::: Extracted records :::

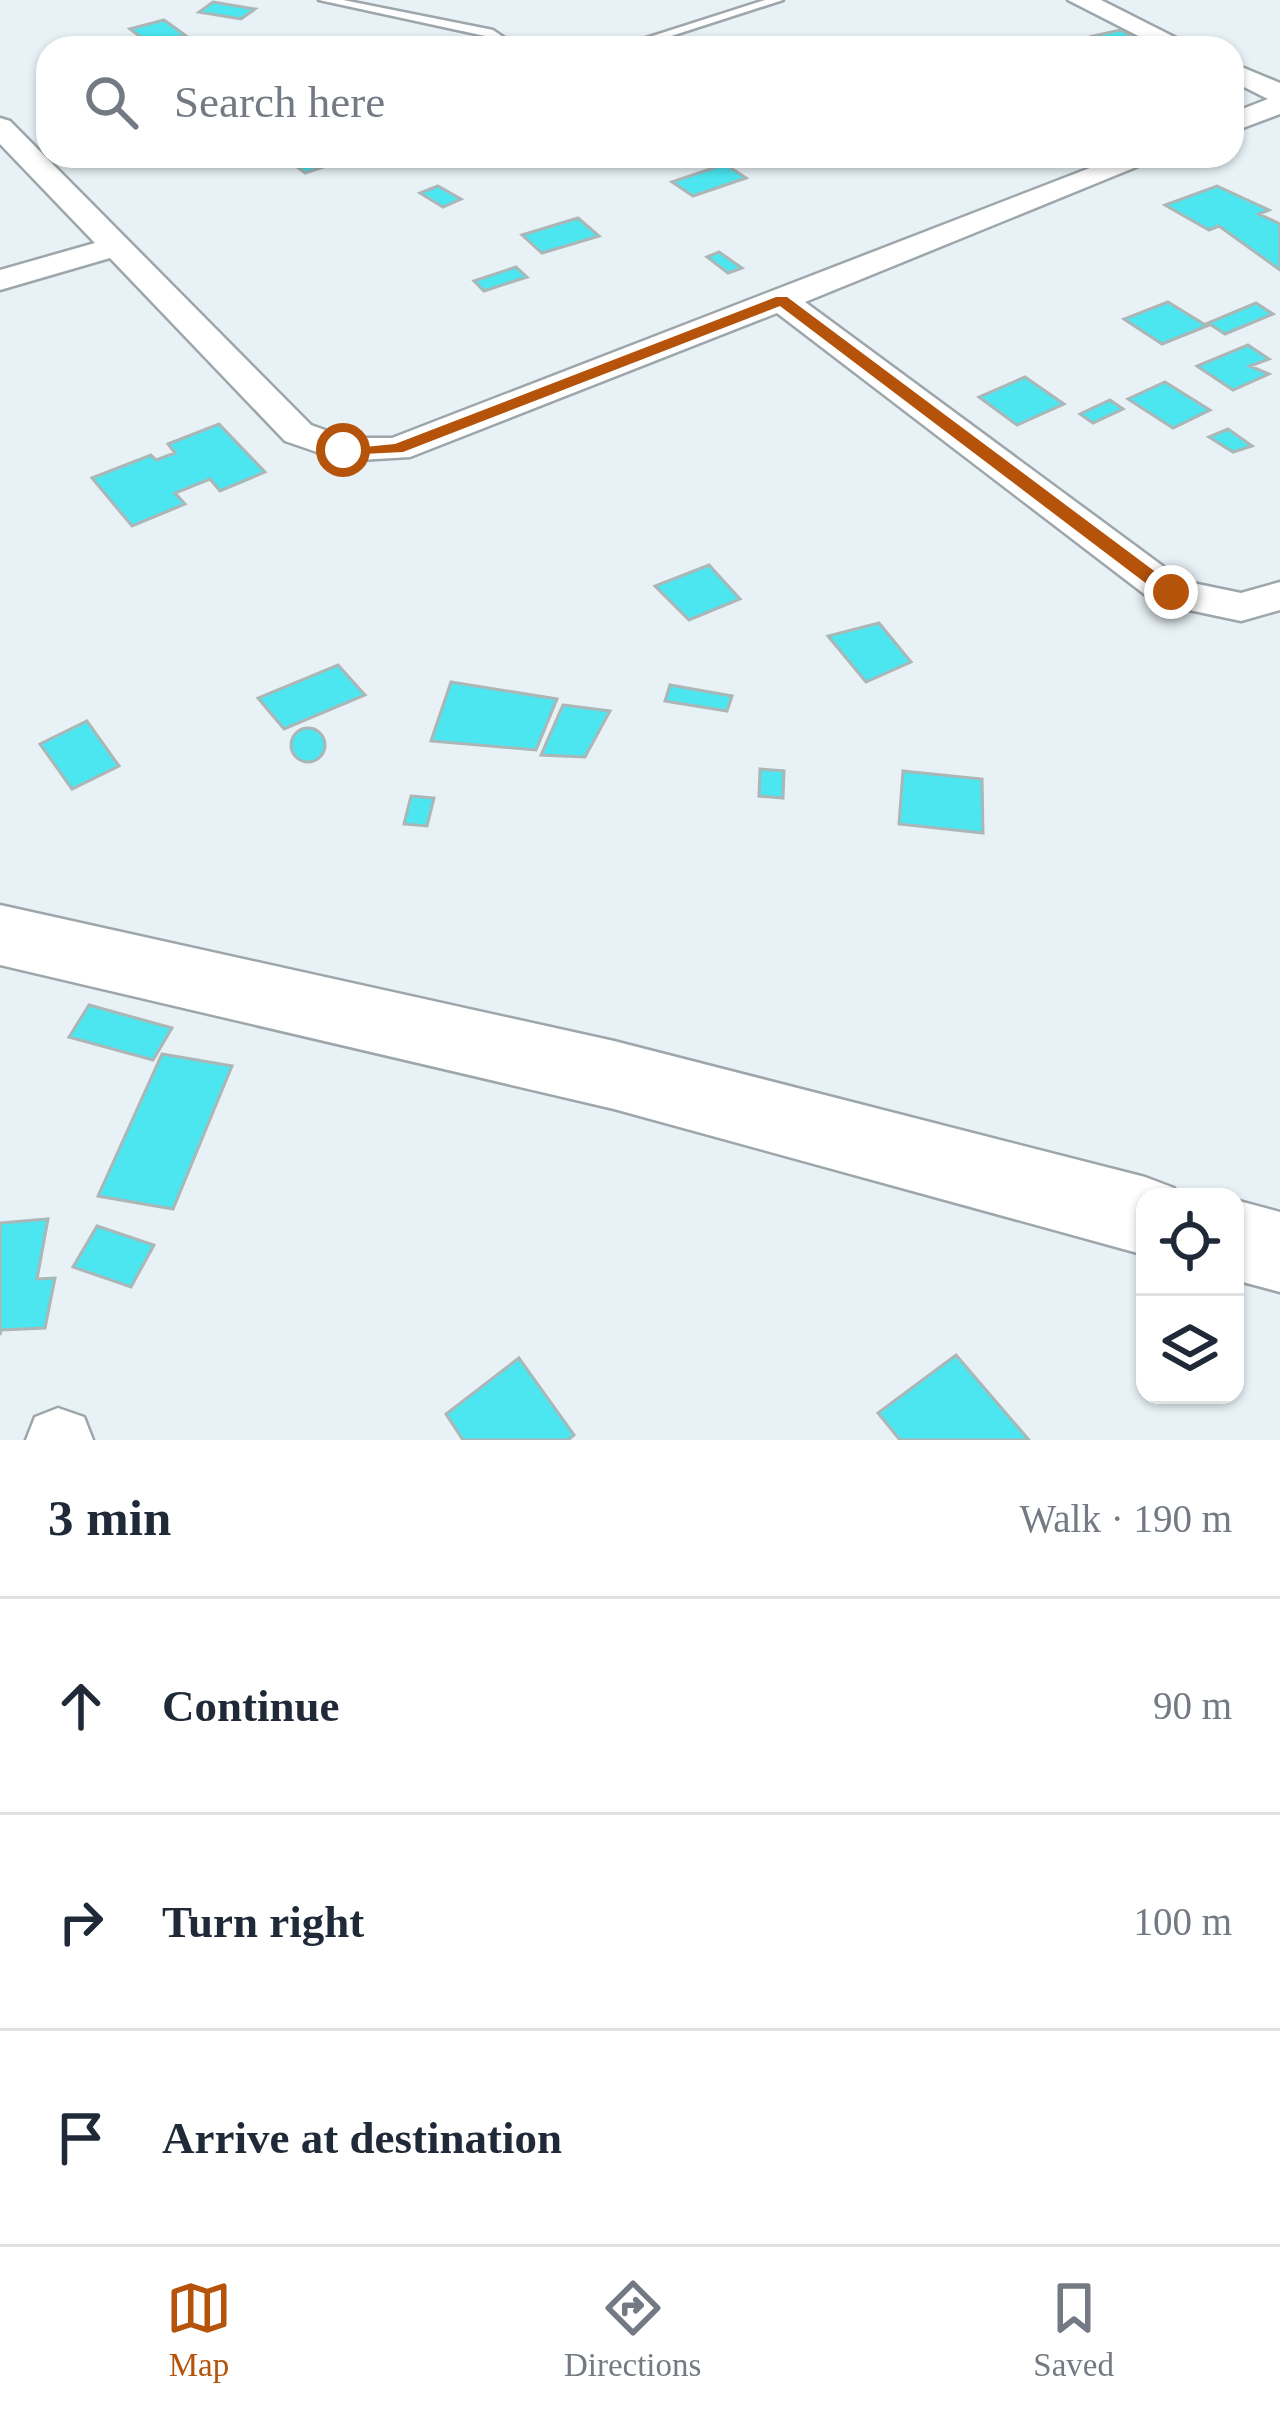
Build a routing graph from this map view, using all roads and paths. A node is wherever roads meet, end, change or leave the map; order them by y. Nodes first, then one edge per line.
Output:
1 (325, 0) edge
2 (777, 0) edge
3 (1081, 0) edge
4 (494, 36) edge
5 (660, 36) edge
6 (1158, 36) edge
7 (1244, 77) edge
8 (1280, 94) edge
9 (1280, 104) edge
10 (1244, 118) edge
11 (0, 128) edge
12 (36, 164) edge
13 (40, 168) edge
14 (1118, 168) edge
15 (118, 246) junction
16 (0, 280) edge
17 (782, 300) junction
18 (1280, 596) edge
19 (0, 934) edge
20 (1136, 1214) edge
21 (1244, 1242) edge
22 (1280, 1252) edge

1 - 4 lane
2 - 5 lane
3 - 6 street
7 - 8 street
9 - 10 street
11 - 12 street
13 - 15 street
14 - 17 street
15 - 16 street
15 - 17 street
17 - 18 street
19 - 20 street
21 - 22 street

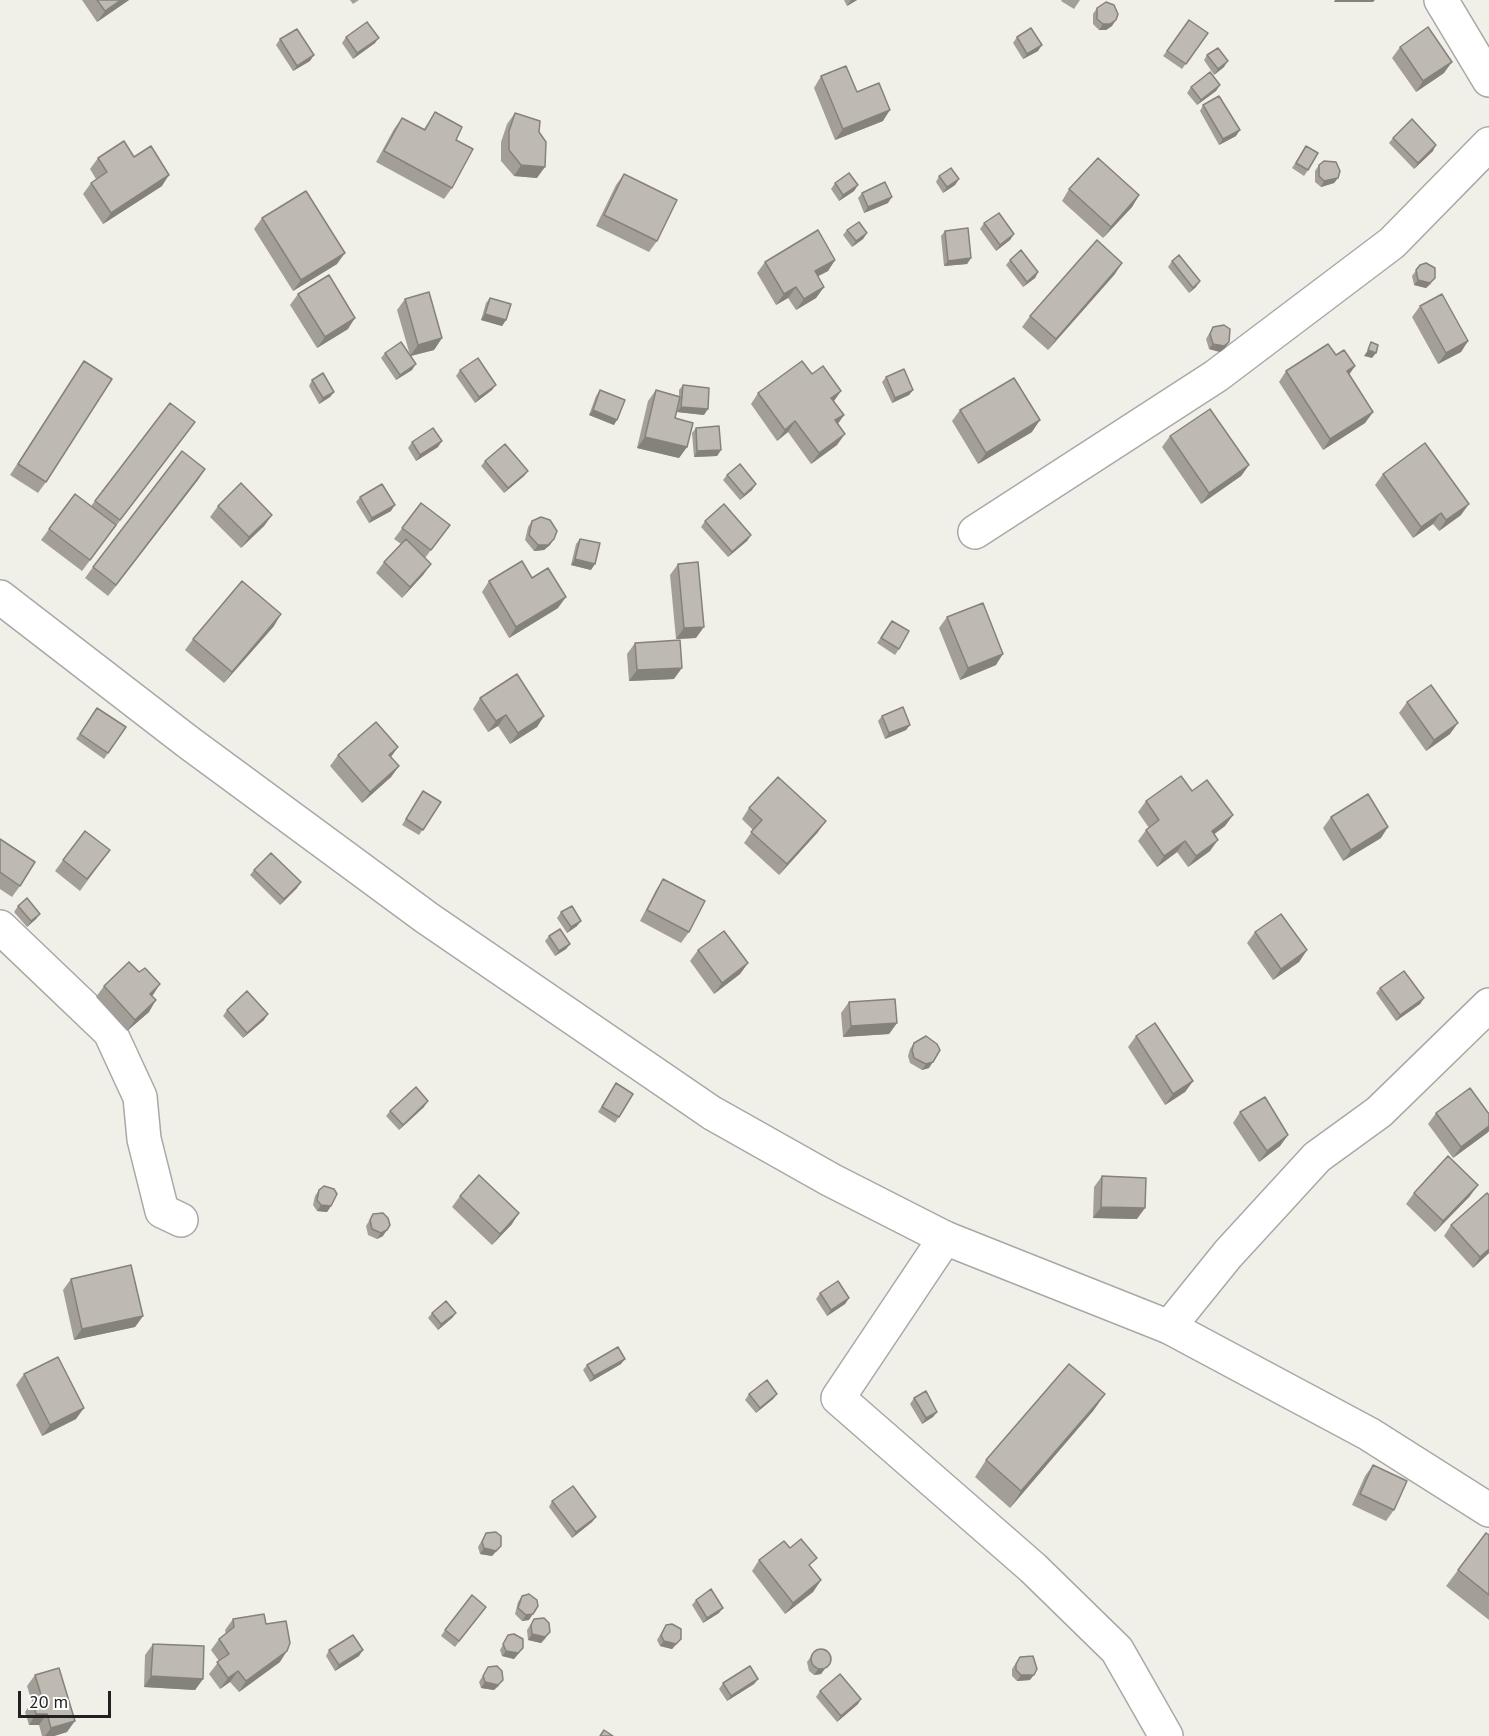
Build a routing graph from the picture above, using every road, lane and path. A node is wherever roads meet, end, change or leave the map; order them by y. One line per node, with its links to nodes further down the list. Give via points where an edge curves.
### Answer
1 (1441, 0): 2 (street)
2 (1489, 80)
3 (1489, 144): 4 (street, via 1392,243 1225,369)
4 (975, 532)
5 (0, 597): 9 (street, via 427,918 712,1113)
6 (0, 927): 8 (street, via 110,1032 140,1098 144,1139 162,1211)
7 (1489, 1005): 10 (street, via 1379,1112 1317,1157 1228,1254)
8 (181, 1221)
9 (945, 1238): 10 (street); 12 (street, via 838,1398 1033,1568 1117,1650)
10 (1169, 1327): 11 (street, via 1370,1434)
11 (1489, 1510)
12 (1166, 1736)

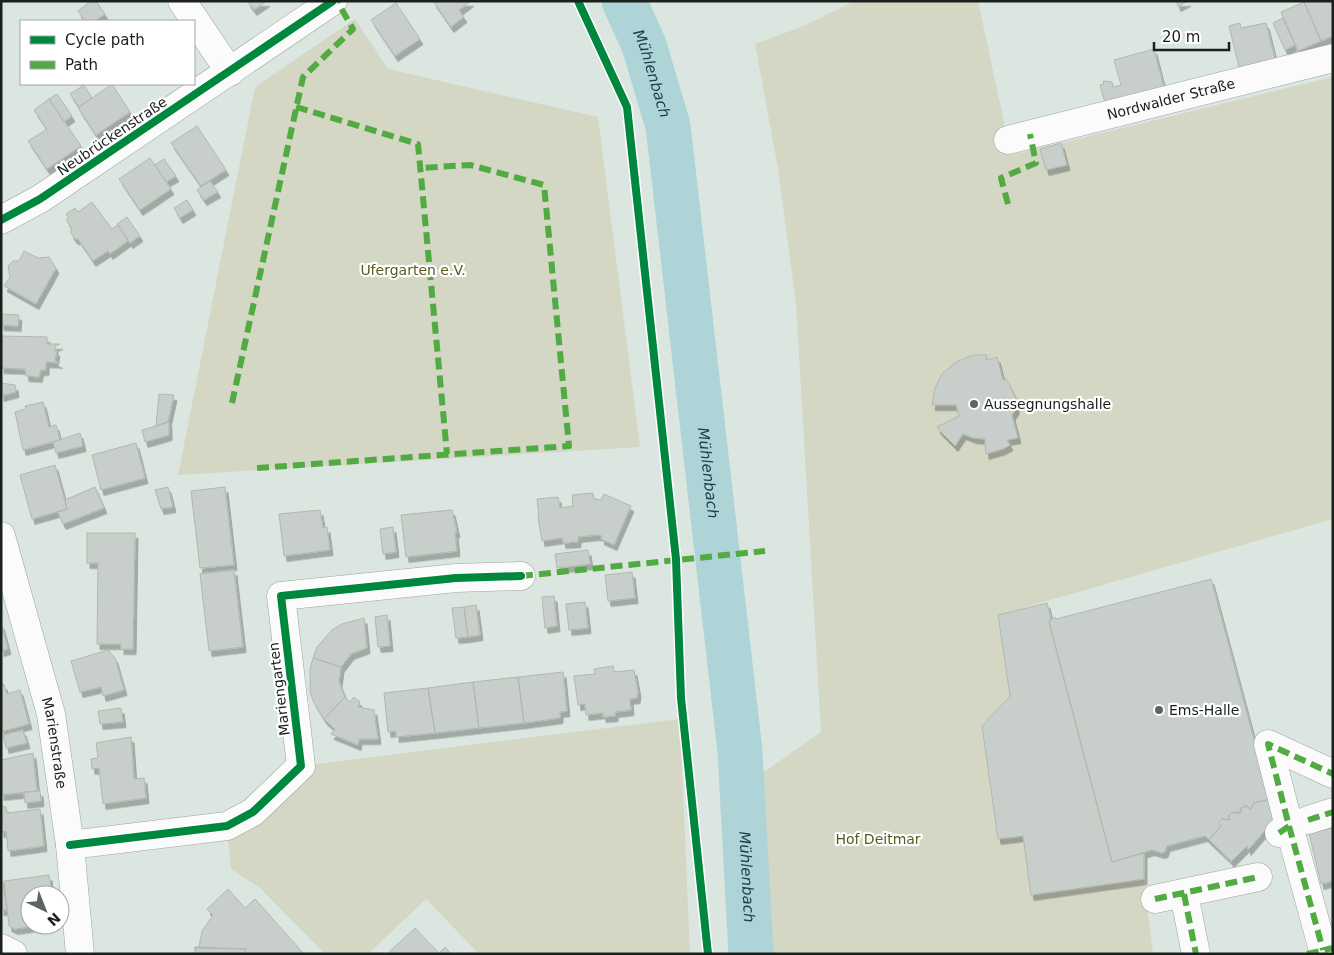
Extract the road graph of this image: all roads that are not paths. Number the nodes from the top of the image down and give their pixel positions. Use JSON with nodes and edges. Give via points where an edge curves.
{"nodes":[{"id":1,"x":182,"y":1,"type":"edge"},
{"id":2,"x":333,"y":1,"type":"edge"},
{"id":3,"x":195,"y":20,"type":"edge"},
{"id":4,"x":195,"y":20,"type":"edge"},
{"id":5,"x":1333,"y":58,"type":"edge"},
{"id":6,"x":230,"y":72,"type":"junction"},
{"id":7,"x":1008,"y":140,"type":"dead end"},
{"id":8,"x":1,"y":220,"type":"edge"},
{"id":9,"x":1,"y":536,"type":"edge"},
{"id":10,"x":521,"y":576,"type":"dead end"},
{"id":11,"x":1333,"y":774,"type":"edge"},
{"id":12,"x":1302,"y":823,"type":"edge"},
{"id":13,"x":70,"y":845,"type":"junction"},
{"id":14,"x":1258,"y":877,"type":"dead end"},
{"id":15,"x":1184,"y":894,"type":"junction"},
{"id":16,"x":1156,"y":899,"type":"dead end"},
{"id":17,"x":1,"y":948,"type":"edge"},
{"id":18,"x":1321,"y":951,"type":"edge"},
{"id":19,"x":13,"y":954,"type":"edge"},
{"id":20,"x":80,"y":954,"type":"edge"},
{"id":21,"x":1196,"y":954,"type":"edge"}],
"edges":[{"from":1,"to":4,"type":"street"},
{"from":2,"to":6,"type":"street","name":"Neubrückenstraße"},
{"from":3,"to":6,"type":"street"},
{"from":5,"to":7,"type":"street","name":"Nordwalder Straße"},
{"from":6,"to":8,"type":"street","name":"Neubrückenstraße","via":[[40,199]]},
{"from":9,"to":13,"type":"street","name":"Marienstraße","via":[[51,714]]},
{"from":10,"to":13,"type":"street","name":"Mariengarten","via":[[456,578],[281,596],[301,766],[253,812],[227,826]]},
{"from":11,"to":12,"type":"street","via":[[1268,744]]},
{"from":12,"to":18,"type":"street"},
{"from":13,"to":20,"type":"street","name":"Marienstraße"},
{"from":14,"to":15,"type":"street"},
{"from":15,"to":16,"type":"street"},
{"from":15,"to":21,"type":"street"},
{"from":17,"to":19,"type":"street"}]}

:::

## [Description of the task]
Only a number is wanted: how many lines of the data above contain "Build"?

## [Task solution]
2